───── SOURCE DATA ─────

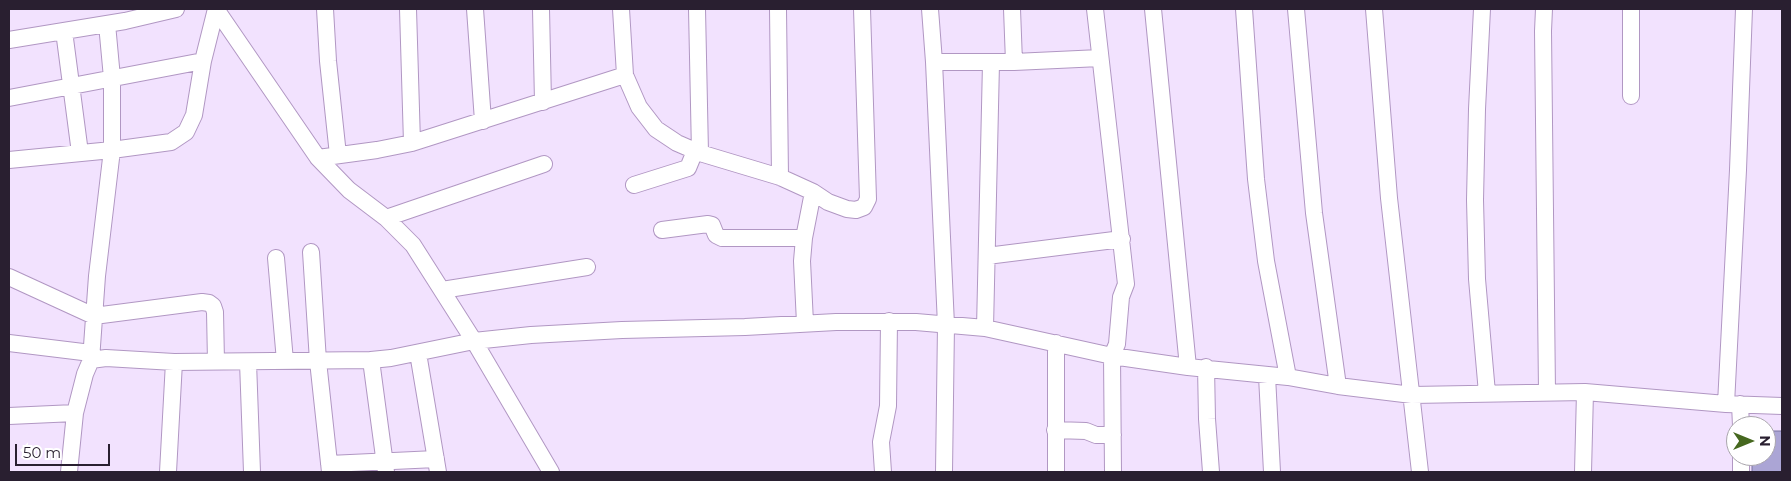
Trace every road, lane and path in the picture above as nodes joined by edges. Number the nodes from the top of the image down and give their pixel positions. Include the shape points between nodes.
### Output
1 (176, 9) edge
2 (216, 9) edge
3 (325, 9) edge
4 (408, 9) edge
5 (475, 9) edge
6 (541, 9) edge
7 (622, 9) edge
8 (697, 9) edge
9 (778, 9) edge
10 (862, 9) edge
11 (930, 9) edge
12 (1012, 9) edge
13 (1095, 9) edge
14 (1153, 9) edge
15 (1244, 9) edge
16 (1296, 9) edge
17 (1374, 9) edge
18 (1482, 9) edge
19 (1544, 9) edge
20 (1631, 9) edge
21 (1744, 9) edge
22 (107, 24) junction
23 (64, 31) junction
24 (9, 40) edge
25 (1100, 58) junction
26 (204, 61) junction
27 (934, 62) junction
28 (1014, 62) junction
29 (991, 63) junction
30 (625, 75) junction
31 (112, 78) junction
32 (71, 86) junction
33 (1631, 96) dead end
34 (9, 98) edge
35 (543, 102) junction
36 (483, 121) junction
37 (412, 143) junction
38 (112, 150) junction
39 (697, 152) junction
40 (80, 153) junction
41 (338, 155) junction
42 (318, 158) junction
43 (9, 160) edge
44 (544, 164) dead end
45 (780, 177) junction
46 (634, 186) dead end
47 (813, 192) junction
48 (386, 218) junction
49 (662, 230) dead end
50 (804, 238) junction
51 (1122, 239) junction
52 (310, 252) dead end
53 (988, 256) junction
54 (276, 258) dead end
55 (587, 267) dead end
56 (9, 277) edge
57 (442, 290) junction
58 (94, 316) junction
59 (889, 321) junction
60 (804, 323) junction
61 (946, 325) junction
62 (985, 328) junction
63 (474, 341) junction
64 (9, 343) edge
65 (1056, 343) junction
66 (418, 353) junction
67 (1112, 356) junction
68 (91, 357) junction
69 (371, 360) junction
70 (318, 361) junction
71 (174, 362) junction
72 (216, 362) junction
73 (248, 362) junction
74 (285, 362) junction
75 (1188, 367) junction
76 (1206, 367) junction
77 (1267, 376) junction
78 (1288, 377) junction
79 (1338, 386) junction
80 (1548, 392) junction
81 (1584, 392) junction
82 (1486, 393) junction
83 (1412, 395) junction
84 (1733, 404) junction
85 (1782, 406) edge
86 (75, 413) junction
87 (9, 416) edge
88 (1737, 416) edge
89 (1055, 430) junction
90 (1113, 435) junction
91 (437, 466) edge
92 (385, 467) edge
93 (330, 468) edge
94 (69, 472) edge
95 (168, 472) edge
96 (252, 472) edge
97 (551, 472) edge
98 (884, 472) edge
99 (944, 472) edge
100 (1056, 472) edge
101 (1113, 472) edge
102 (1211, 472) edge
103 (1272, 472) edge
104 (1420, 472) edge
105 (1583, 472) edge

1 - 22 street
2 - 26 street
2 - 42 street
3 - 41 street
4 - 37 street
5 - 36 street
6 - 35 street
7 - 30 street
8 - 39 street
9 - 45 street
10 - 47 street via 868,199 864,207 847,209
11 - 27 street
12 - 28 street
13 - 25 street
14 - 75 street
15 - 78 street via 1256,179 1266,261
16 - 79 street via 1314,213
17 - 83 street via 1389,198
18 - 82 street via 1475,200
19 - 80 street
20 - 33 street
21 - 84 street
22 - 23 street
22 - 31 street
23 - 24 street
23 - 32 street
25 - 28 street
25 - 51 street
26 - 31 street
26 - 38 street via 194,115 186,132 171,142
27 - 29 street
27 - 61 street
28 - 29 street
29 - 53 street
30 - 35 street
30 - 39 street via 639,107 656,129 677,144
31 - 32 street
31 - 38 street
32 - 34 street
32 - 40 street
35 - 36 street
36 - 37 street
37 - 41 street
38 - 40 street
38 - 58 street
39 - 45 street
39 - 46 street via 688,168
40 - 43 street
41 - 42 street
42 - 48 street via 349,190
44 - 48 street
45 - 47 street
47 - 50 street
48 - 57 street via 413,244
49 - 50 street via 708,224 722,238
50 - 60 street
51 - 53 street
51 - 67 street via 1126,284 1121,297 1117,344
52 - 70 street
53 - 62 street
54 - 74 street
55 - 57 street
56 - 58 street
57 - 63 street
58 - 68 street
58 - 72 street via 209,303 215,312
59 - 60 street
59 - 61 street
59 - 98 street via 888,406 881,442
60 - 63 street via 613,330
61 - 62 street
61 - 99 street
62 - 65 street
63 - 66 street
63 - 97 street
64 - 68 street
65 - 67 street
65 - 89 street
66 - 69 street
66 - 91 street
67 - 75 street
67 - 90 street
68 - 71 street
68 - 86 street
69 - 70 street
69 - 92 street
70 - 74 street
70 - 93 street
71 - 72 street
71 - 95 street
72 - 73 street
73 - 74 street
73 - 96 street
75 - 76 street
76 - 77 street
76 - 102 street
77 - 78 street
77 - 103 street
78 - 79 street
79 - 83 street
80 - 81 street
80 - 82 street
81 - 84 street
81 - 105 street
82 - 83 street
83 - 104 street
84 - 85 street
84 - 88 street
86 - 87 street
86 - 94 street
89 - 90 street
89 - 100 street
90 - 101 street
91 - 92 street
92 - 93 street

─────

▶ TASK GOAL
Would you output the listing above verbatim, without its pictures?

▶ EXERCISE RESULT
Trace every road, lane and path in the picture above as nodes joined by edges. Number the nodes from the top of the image down and give their pixel positions. Include the shape points between nodes.
### Output
1 (176, 9) edge
2 (216, 9) edge
3 (325, 9) edge
4 (408, 9) edge
5 (475, 9) edge
6 (541, 9) edge
7 (622, 9) edge
8 (697, 9) edge
9 (778, 9) edge
10 (862, 9) edge
11 (930, 9) edge
12 (1012, 9) edge
13 (1095, 9) edge
14 (1153, 9) edge
15 (1244, 9) edge
16 (1296, 9) edge
17 (1374, 9) edge
18 (1482, 9) edge
19 (1544, 9) edge
20 (1631, 9) edge
21 (1744, 9) edge
22 (107, 24) junction
23 (64, 31) junction
24 (9, 40) edge
25 (1100, 58) junction
26 (204, 61) junction
27 (934, 62) junction
28 (1014, 62) junction
29 (991, 63) junction
30 (625, 75) junction
31 (112, 78) junction
32 (71, 86) junction
33 (1631, 96) dead end
34 (9, 98) edge
35 (543, 102) junction
36 (483, 121) junction
37 (412, 143) junction
38 (112, 150) junction
39 (697, 152) junction
40 (80, 153) junction
41 (338, 155) junction
42 (318, 158) junction
43 (9, 160) edge
44 (544, 164) dead end
45 (780, 177) junction
46 (634, 186) dead end
47 (813, 192) junction
48 (386, 218) junction
49 (662, 230) dead end
50 (804, 238) junction
51 (1122, 239) junction
52 (310, 252) dead end
53 (988, 256) junction
54 (276, 258) dead end
55 (587, 267) dead end
56 (9, 277) edge
57 (442, 290) junction
58 (94, 316) junction
59 (889, 321) junction
60 (804, 323) junction
61 (946, 325) junction
62 (985, 328) junction
63 (474, 341) junction
64 (9, 343) edge
65 (1056, 343) junction
66 (418, 353) junction
67 (1112, 356) junction
68 (91, 357) junction
69 (371, 360) junction
70 (318, 361) junction
71 (174, 362) junction
72 (216, 362) junction
73 (248, 362) junction
74 (285, 362) junction
75 (1188, 367) junction
76 (1206, 367) junction
77 (1267, 376) junction
78 (1288, 377) junction
79 (1338, 386) junction
80 (1548, 392) junction
81 (1584, 392) junction
82 (1486, 393) junction
83 (1412, 395) junction
84 (1733, 404) junction
85 (1782, 406) edge
86 (75, 413) junction
87 (9, 416) edge
88 (1737, 416) edge
89 (1055, 430) junction
90 (1113, 435) junction
91 (437, 466) edge
92 (385, 467) edge
93 (330, 468) edge
94 (69, 472) edge
95 (168, 472) edge
96 (252, 472) edge
97 (551, 472) edge
98 (884, 472) edge
99 (944, 472) edge
100 (1056, 472) edge
101 (1113, 472) edge
102 (1211, 472) edge
103 (1272, 472) edge
104 (1420, 472) edge
105 (1583, 472) edge

1 - 22 street
2 - 26 street
2 - 42 street
3 - 41 street
4 - 37 street
5 - 36 street
6 - 35 street
7 - 30 street
8 - 39 street
9 - 45 street
10 - 47 street via 868,199 864,207 847,209
11 - 27 street
12 - 28 street
13 - 25 street
14 - 75 street
15 - 78 street via 1256,179 1266,261
16 - 79 street via 1314,213
17 - 83 street via 1389,198
18 - 82 street via 1475,200
19 - 80 street
20 - 33 street
21 - 84 street
22 - 23 street
22 - 31 street
23 - 24 street
23 - 32 street
25 - 28 street
25 - 51 street
26 - 31 street
26 - 38 street via 194,115 186,132 171,142
27 - 29 street
27 - 61 street
28 - 29 street
29 - 53 street
30 - 35 street
30 - 39 street via 639,107 656,129 677,144
31 - 32 street
31 - 38 street
32 - 34 street
32 - 40 street
35 - 36 street
36 - 37 street
37 - 41 street
38 - 40 street
38 - 58 street
39 - 45 street
39 - 46 street via 688,168
40 - 43 street
41 - 42 street
42 - 48 street via 349,190
44 - 48 street
45 - 47 street
47 - 50 street
48 - 57 street via 413,244
49 - 50 street via 708,224 722,238
50 - 60 street
51 - 53 street
51 - 67 street via 1126,284 1121,297 1117,344
52 - 70 street
53 - 62 street
54 - 74 street
55 - 57 street
56 - 58 street
57 - 63 street
58 - 68 street
58 - 72 street via 209,303 215,312
59 - 60 street
59 - 61 street
59 - 98 street via 888,406 881,442
60 - 63 street via 613,330
61 - 62 street
61 - 99 street
62 - 65 street
63 - 66 street
63 - 97 street
64 - 68 street
65 - 67 street
65 - 89 street
66 - 69 street
66 - 91 street
67 - 75 street
67 - 90 street
68 - 71 street
68 - 86 street
69 - 70 street
69 - 92 street
70 - 74 street
70 - 93 street
71 - 72 street
71 - 95 street
72 - 73 street
73 - 74 street
73 - 96 street
75 - 76 street
76 - 77 street
76 - 102 street
77 - 78 street
77 - 103 street
78 - 79 street
79 - 83 street
80 - 81 street
80 - 82 street
81 - 84 street
81 - 105 street
82 - 83 street
83 - 104 street
84 - 85 street
84 - 88 street
86 - 87 street
86 - 94 street
89 - 90 street
89 - 100 street
90 - 101 street
91 - 92 street
92 - 93 street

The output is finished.